What should she do? It was obvious he didn’t realize she was in the room. She hadn’t gotten the real magic generator out of the printer. The fake was sitting out in plain sight. She was going to get caught! Should she try and hide the fake, or hope that Mr. Kessler didn’t notice that there was something still in the printer?
In the art room, Jillian did something that made Miss Gray raise her voice.
Kessler looked up, saw the open door and hissed in surprise and anger. He jerked around to stare at her, the hiss becoming an explosive, “Shit! What are doing in here?”
“Me?” She squeaked as she slid sideways, blocking the view of the printer since she couldn’t shove the fake back into Tesla without being caught. “I was just getting our job out of the printer.”
“You’re not supposed to be here alone. You shouldn’t even be here with that big ape of a teacher. And what the hell is that thing you have in there?”
“You took it out?” Even as she said it, Louise remembered that the status light was still on, which it wouldn’t be if he’d taken the generator out of the printer.
“I checked your code with the teacher access option.” He kept coming like a freight train without brakes. “The school board has made it clear that it will be my head on the chopping block if a kid used the printer to make bombs, drugs or porn. Drugs or porn? What a complete joke.”

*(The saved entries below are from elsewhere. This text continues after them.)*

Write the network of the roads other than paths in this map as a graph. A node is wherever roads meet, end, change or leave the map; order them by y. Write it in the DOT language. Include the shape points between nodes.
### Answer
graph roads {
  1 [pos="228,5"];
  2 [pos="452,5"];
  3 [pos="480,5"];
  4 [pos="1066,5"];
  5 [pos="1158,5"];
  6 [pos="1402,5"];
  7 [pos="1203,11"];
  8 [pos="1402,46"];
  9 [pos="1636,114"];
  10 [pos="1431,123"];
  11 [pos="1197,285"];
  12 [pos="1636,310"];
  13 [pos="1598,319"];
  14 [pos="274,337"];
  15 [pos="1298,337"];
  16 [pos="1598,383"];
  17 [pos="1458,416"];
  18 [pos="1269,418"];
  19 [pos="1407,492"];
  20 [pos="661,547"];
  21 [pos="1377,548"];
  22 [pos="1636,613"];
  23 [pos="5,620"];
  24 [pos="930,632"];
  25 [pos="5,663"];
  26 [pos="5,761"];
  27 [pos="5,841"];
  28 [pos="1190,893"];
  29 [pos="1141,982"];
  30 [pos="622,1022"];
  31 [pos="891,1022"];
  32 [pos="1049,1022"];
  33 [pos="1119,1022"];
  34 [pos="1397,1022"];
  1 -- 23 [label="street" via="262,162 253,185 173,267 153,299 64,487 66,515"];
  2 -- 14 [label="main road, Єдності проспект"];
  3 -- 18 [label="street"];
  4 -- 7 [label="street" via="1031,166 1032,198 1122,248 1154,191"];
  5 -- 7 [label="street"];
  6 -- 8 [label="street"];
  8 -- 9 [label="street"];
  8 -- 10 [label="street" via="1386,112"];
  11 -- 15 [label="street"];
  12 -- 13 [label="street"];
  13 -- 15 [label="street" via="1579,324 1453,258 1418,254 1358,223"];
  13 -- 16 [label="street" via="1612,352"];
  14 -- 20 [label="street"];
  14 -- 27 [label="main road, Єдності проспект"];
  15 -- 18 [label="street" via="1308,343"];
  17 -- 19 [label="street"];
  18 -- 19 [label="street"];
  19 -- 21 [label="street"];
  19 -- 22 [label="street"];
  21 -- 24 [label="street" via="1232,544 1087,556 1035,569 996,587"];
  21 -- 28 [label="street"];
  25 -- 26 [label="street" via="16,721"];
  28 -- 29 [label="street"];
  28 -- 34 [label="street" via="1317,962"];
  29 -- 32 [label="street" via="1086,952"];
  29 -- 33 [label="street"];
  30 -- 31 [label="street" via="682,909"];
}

Louise backed up until she was pressed against the printer, stunned and dismayed. What did she say? The magic generator was just the tip of the iceberg. Alone, it would probably seem harmless. The danger to their plans was anyone digging deeper into their activities. The scope of their plans would probably stay unfathomable even with the generator’s discovery, but it would mean that they were watched closer and every action questioned.
“I took it out already.” She pointed a trembling finger at the fake.

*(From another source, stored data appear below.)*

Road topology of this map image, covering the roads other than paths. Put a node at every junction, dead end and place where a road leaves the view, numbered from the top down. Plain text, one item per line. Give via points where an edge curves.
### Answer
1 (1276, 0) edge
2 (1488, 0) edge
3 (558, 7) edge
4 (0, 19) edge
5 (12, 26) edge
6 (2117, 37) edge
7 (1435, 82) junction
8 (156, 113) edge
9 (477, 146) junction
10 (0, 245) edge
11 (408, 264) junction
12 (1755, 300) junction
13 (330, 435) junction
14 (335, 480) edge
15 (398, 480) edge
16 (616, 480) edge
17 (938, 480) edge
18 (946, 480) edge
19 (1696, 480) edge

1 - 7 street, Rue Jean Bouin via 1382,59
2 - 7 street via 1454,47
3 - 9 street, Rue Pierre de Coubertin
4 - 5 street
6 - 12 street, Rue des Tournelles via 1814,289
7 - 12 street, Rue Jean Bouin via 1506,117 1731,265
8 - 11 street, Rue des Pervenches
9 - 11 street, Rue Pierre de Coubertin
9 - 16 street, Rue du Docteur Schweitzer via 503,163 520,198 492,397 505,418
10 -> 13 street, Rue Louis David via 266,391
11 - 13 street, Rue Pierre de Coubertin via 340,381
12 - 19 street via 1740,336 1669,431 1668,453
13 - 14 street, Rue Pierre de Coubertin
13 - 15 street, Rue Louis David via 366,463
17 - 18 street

“I don’t know what the hell you were trying to make, but this isn’t a holographic projector like…” He started to reach for decoy generator.

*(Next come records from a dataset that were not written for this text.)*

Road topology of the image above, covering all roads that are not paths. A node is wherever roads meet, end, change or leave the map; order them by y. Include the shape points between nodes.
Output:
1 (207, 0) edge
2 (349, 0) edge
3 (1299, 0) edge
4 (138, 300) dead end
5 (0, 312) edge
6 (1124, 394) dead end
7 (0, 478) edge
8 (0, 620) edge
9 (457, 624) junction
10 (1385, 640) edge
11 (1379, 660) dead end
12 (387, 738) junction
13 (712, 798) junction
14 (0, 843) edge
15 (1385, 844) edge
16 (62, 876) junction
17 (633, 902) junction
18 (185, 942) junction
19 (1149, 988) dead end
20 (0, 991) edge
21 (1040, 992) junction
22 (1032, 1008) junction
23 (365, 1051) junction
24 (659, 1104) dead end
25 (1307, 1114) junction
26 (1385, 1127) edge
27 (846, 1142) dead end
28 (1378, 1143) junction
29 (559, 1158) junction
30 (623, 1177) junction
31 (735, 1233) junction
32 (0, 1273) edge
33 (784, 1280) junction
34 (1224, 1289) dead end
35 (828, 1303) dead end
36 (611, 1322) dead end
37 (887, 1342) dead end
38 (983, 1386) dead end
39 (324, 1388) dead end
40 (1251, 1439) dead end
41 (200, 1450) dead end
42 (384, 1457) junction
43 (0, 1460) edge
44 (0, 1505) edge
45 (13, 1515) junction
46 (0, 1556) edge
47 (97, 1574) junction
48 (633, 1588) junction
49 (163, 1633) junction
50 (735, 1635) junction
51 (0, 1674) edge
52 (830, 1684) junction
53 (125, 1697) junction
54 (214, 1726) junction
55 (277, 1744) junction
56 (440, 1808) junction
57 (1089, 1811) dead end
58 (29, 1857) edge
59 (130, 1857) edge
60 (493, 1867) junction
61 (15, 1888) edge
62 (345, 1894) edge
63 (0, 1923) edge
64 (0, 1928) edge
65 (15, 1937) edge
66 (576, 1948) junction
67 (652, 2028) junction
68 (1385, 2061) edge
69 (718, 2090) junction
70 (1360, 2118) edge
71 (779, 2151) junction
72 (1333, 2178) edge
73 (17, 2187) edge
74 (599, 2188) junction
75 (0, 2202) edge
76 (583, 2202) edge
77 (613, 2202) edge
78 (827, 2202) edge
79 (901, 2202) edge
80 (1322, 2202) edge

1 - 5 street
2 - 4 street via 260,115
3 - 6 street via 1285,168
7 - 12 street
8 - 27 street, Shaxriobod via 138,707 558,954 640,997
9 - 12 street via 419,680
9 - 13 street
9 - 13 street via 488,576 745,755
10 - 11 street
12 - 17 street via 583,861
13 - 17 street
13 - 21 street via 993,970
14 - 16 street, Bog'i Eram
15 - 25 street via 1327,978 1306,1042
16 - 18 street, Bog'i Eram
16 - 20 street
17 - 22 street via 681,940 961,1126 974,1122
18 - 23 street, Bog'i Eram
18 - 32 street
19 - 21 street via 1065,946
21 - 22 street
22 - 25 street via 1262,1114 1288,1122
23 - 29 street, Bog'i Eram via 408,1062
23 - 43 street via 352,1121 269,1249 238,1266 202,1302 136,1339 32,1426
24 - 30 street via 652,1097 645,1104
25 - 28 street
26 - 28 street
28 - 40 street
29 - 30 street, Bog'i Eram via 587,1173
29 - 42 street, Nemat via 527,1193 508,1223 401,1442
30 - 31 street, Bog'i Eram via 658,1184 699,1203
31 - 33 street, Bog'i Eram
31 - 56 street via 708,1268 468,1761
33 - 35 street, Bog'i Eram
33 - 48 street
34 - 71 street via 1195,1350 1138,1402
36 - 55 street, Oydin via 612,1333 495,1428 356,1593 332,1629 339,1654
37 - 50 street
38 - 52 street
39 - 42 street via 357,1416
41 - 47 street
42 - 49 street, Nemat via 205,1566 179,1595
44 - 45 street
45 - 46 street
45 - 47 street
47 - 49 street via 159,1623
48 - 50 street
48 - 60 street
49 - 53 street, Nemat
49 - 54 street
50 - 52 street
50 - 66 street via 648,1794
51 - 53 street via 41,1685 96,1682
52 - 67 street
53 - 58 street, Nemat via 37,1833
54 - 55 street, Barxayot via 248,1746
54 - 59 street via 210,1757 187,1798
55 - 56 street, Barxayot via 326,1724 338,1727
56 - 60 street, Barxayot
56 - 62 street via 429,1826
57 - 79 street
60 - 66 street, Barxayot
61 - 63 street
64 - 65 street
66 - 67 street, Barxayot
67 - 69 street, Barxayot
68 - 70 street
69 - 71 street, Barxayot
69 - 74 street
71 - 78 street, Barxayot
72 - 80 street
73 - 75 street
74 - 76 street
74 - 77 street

There was a sudden loud roar and the world shuddered. The fake toppled from the table. Louise squeaked in surprise, reaching out to catch it and then jerking her hands back as she realized that she wanted it to fall, wanted it to break. Her heart leapt and jerked as Mr. Kessler nearly caught it. It tumbled in his fingertips and crashed to the floor, smashing into dozens of pieces.
“Oh no!” Louise cried as she was filled with the sense that something horrible had just happened. “What was that?”
All the lights flickered and then went out, leaving them in the dim morning light. Outside, a dozen car alarms wailed, and smoke billowed up from somewhere below. Mr. Kessler froze in place, staring at all the broken plastic littering the floor.
She hurried to the window and looked out.
An explosion had happened on the sidewalk two doors down from their school. The twisted wreckage of a large box truck sat burning in the street. Twelve stories down, people littered on the ground like a collection of dolls ravaged by the neighbor’s dog. The blast had gutted the building, revealing an interior twisted beyond recognition as the façade tore away. Paper drifted out like autumn leaves to swirl in the raising black oily smoke.
Mr. Kessler joined her at the window, mouth working but nothing coming out. Finally he managed to force out. “No. No. This is wrong. What could have happened?”
“Warning,” Tesla said in his little Welsh schoolboy voice. “A bomb has detonated within the city block where I’m currently located. Warning: a ten-alarm fire has been reported within the city block where I’m currently located. Warning: a 911 call reporting multiple injuries have been made from the building where I’m currently located. Initiating emergency response.”